→ **Work item**
Your task is to copy each line of the material that holds the word "ARLINGTON".

→ **Provided information**
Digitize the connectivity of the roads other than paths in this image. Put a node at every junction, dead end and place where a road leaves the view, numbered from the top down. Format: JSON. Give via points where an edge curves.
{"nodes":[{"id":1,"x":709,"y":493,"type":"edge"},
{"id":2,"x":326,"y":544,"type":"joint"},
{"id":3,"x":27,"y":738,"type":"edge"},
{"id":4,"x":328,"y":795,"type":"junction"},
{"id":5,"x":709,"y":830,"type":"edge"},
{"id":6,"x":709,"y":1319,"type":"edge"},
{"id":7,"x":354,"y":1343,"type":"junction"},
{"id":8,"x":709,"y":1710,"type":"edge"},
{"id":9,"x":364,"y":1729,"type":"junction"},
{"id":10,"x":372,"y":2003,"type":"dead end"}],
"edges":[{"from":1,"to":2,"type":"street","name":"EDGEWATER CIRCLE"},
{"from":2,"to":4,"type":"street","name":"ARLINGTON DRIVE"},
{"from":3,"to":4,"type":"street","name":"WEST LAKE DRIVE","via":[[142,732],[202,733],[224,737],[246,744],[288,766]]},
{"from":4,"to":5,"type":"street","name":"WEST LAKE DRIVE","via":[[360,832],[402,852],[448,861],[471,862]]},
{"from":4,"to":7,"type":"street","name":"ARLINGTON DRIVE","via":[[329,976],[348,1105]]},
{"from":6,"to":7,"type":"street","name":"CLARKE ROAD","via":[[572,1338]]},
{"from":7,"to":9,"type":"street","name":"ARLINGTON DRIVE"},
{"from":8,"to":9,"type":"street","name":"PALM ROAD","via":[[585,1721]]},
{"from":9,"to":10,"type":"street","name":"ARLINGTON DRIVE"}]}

→ **Response box**
{"from":2,"to":4,"type":"street","name":"ARLINGTON DRIVE"},
{"from":4,"to":7,"type":"street","name":"ARLINGTON DRIVE","via":[[329,976],[348,1105]]},
{"from":7,"to":9,"type":"street","name":"ARLINGTON DRIVE"},
{"from":9,"to":10,"type":"street","name":"ARLINGTON DRIVE"}]}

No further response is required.